The First Torquay Methodist Church (1807) – "The Chapel in the Meadow"

(The text of an explanatory leaflet (priced £1.00 from Circuit Stewards) produced by the Torbay Civic Society on the occasion of the unveiling of a ‘Blue Plaque’ marking the beginnings of Methodism in Torbay – Thursday 18 October 2001)

At the end of the 18th century communications throughout Devon were improving rapidly. Trewman's Exeter Flying Post was the newspaper for the whole of the county and turnpike trusts were improving roads and making travel between towns easier. In 1785 the Keyberry Turnpike Trust opened the road from Barton to Newton Bushell (Abbot). It was at this time that John and Charles Wesley went on their preaching tours in the West Country.

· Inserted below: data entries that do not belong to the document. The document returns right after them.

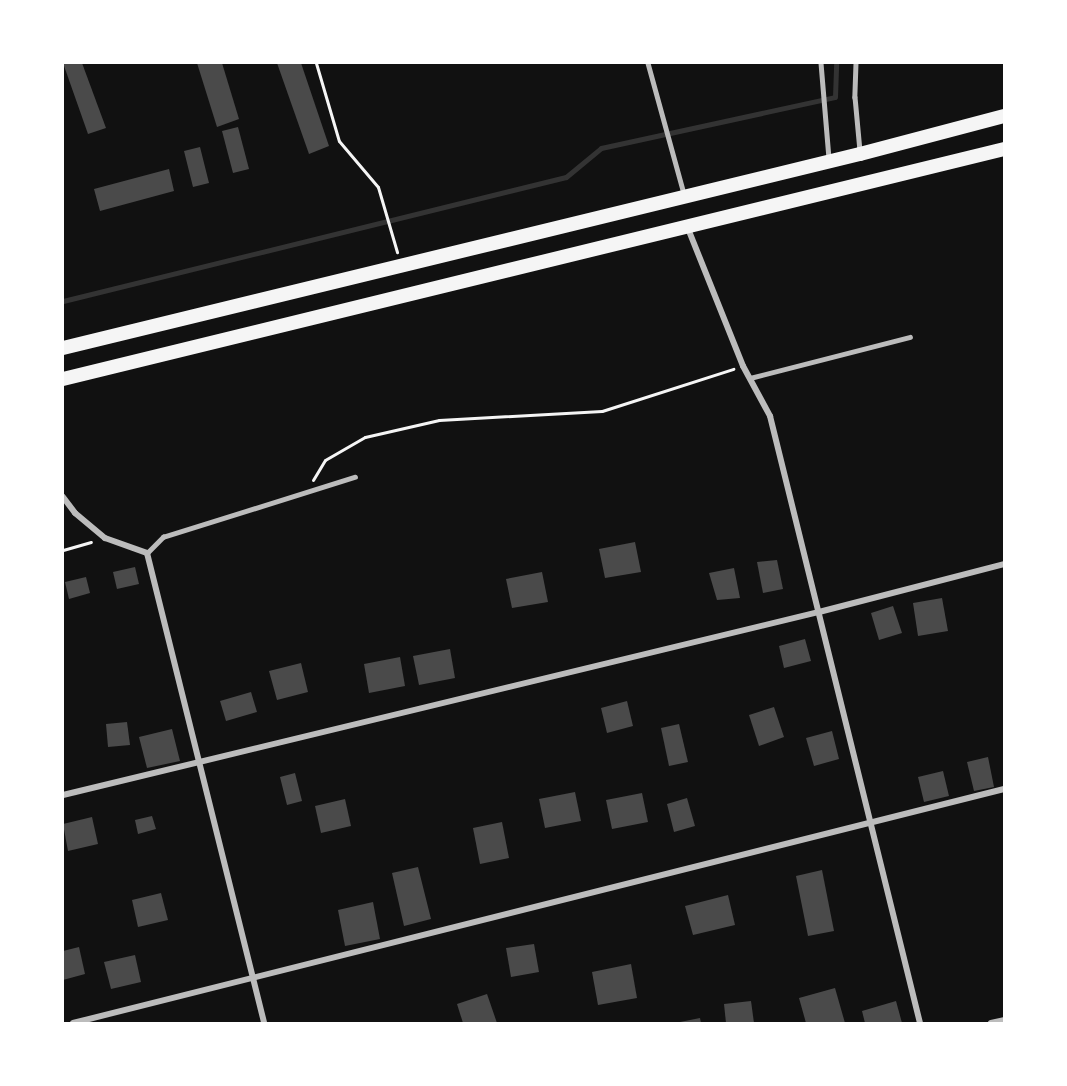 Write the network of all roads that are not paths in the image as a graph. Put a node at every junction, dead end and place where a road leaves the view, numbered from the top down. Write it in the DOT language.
graph roads {
  1 [pos="648,63"];
  2 [pos="821,63"];
  3 [pos="856,63"];
  4 [pos="1004,116"];
  5 [pos="1004,149"];
  6 [pos="860,154"];
  7 [pos="829,162"];
  8 [pos="685,196"];
  9 [pos="686,226"];
  10 [pos="910,337"];
  11 [pos="63,348"];
  12 [pos="750,378"];
  13 [pos="63,379"];
  14 [pos="355,477"];
  15 [pos="63,497"];
  16 [pos="147,553"];
  17 [pos="1004,564"];
  18 [pos="819,612"];
  19 [pos="198,761"];
  20 [pos="1004,789"];
  21 [pos="63,795"];
  22 [pos="870,822"];
  23 [pos="254,978"];
  24 [pos="1004,1020"];
  25 [pos="73,1023"];
  26 [pos="264,1023"];
  27 [pos="920,1023"];
  28 [pos="992,1023"];
  1 -- 8 [label="lane"];
  2 -- 7 [label="lane"];
  3 -- 6 [label="lane"];
  4 -- 6 [label="highway"];
  5 -- 9 [label="highway"];
  6 -- 7 [label="highway"];
  7 -- 8 [label="highway"];
  8 -- 11 [label="highway"];
  9 -- 12 [label="street"];
  9 -- 13 [label="highway"];
  10 -- 12 [label="lane"];
  12 -- 18 [label="street"];
  14 -- 16 [label="lane"];
  15 -- 16 [label="street"];
  16 -- 19 [label="street"];
  17 -- 18 [label="street"];
  18 -- 19 [label="street"];
  18 -- 22 [label="street"];
  19 -- 21 [label="street"];
  19 -- 23 [label="street"];
  20 -- 22 [label="street"];
  22 -- 23 [label="street"];
  22 -- 27 [label="street"];
  23 -- 25 [label="street"];
  23 -- 26 [label="street"];
  24 -- 28 [label="street"];
} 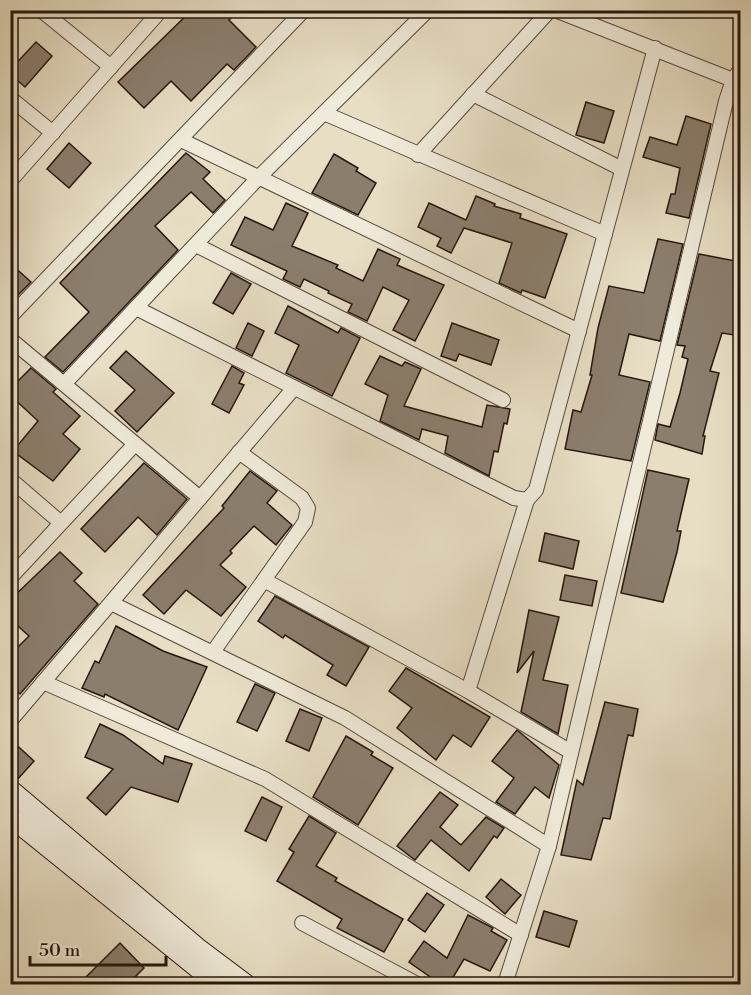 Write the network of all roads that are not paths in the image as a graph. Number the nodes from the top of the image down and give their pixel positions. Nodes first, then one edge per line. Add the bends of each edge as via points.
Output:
1 (40, 10) edge
2 (304, 10) edge
3 (428, 10) edge
4 (550, 10) edge
5 (555, 10) edge
6 (159, 11) edge
7 (655, 48) junction
8 (111, 67) junction
9 (737, 75) edge
10 (473, 94) junction
11 (10, 98) edge
12 (326, 114) junction
13 (53, 133) junction
14 (181, 140) junction
15 (418, 155) junction
16 (622, 169) junction
17 (259, 177) junction
18 (10, 181) edge
19 (605, 234) junction
20 (196, 245) junction
21 (136, 308) junction
22 (10, 317) edge
23 (579, 331) junction
24 (10, 339) edge
25 (65, 383) junction
26 (294, 388) junction
27 (503, 400) dead end
28 (135, 444) junction
29 (239, 452) junction
30 (10, 479) edge
31 (200, 498) junction
32 (527, 500) junction
33 (61, 523) junction
34 (10, 579) edge
35 (264, 580) junction
36 (111, 603) junction
37 (213, 652) junction
38 (42, 682) junction
39 (468, 691) junction
40 (10, 721) edge
41 (571, 752) junction
42 (10, 790) edge
43 (10, 816) edge
44 (549, 846) junction
45 (302, 923) dead end
46 (521, 935) junction
47 (218, 984) edge
48 (245, 984) edge
49 (417, 984) edge
50 (505, 984) edge

1 - 8 street
2 - 14 street
3 - 12 street
4 - 10 street
5 - 7 street
6 - 8 street
7 - 9 street
7 - 16 street
8 - 13 street
9 - 41 street
10 - 15 street
10 - 16 street
11 - 13 street
12 - 15 street
12 - 17 street
13 - 18 street
14 - 17 street
14 - 22 street
15 - 19 street
16 - 19 street
17 - 20 street
17 - 23 street
19 - 23 street
20 - 21 street
20 - 27 street
21 - 25 street
21 - 26 street
23 - 32 street via 536,490
24 - 25 street
25 - 28 street
26 - 29 street
26 - 32 street via 514,498
28 - 31 street
28 - 33 street
29 - 31 street
29 - 35 street via 302,498 308,508 305,522
30 - 33 street
31 - 36 street
32 - 39 street
33 - 34 street
35 - 37 street
35 - 39 street
36 - 37 street
36 - 38 street
37 - 44 street via 345,718
38 - 40 street
38 - 46 street via 265,779
39 - 41 street
41 - 44 street
42 - 48 main road
43 - 47 main road
44 - 46 street
45 - 49 street
46 - 50 street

So it was that two brothers, Edward and John Henley, travelled to Exeter to hear John Wesley preach. Subsequently, Wesley stayed with them and preached at both West Hill and Pavor Meadow. It appears that Edward lived in Swan Street (behind Fleet Walk) and John lived at Barton. In 1788 they began to preach in accordance with Methodist principles from a room in George Street and, after objections from neighbours, used Edward's home in Swan Street. Edward and his wife still attended Matins at St. Saviour's, Torre, and trotted out to Barton, on one horse, for an afternoon service at brother John's and returned for an evening service at home.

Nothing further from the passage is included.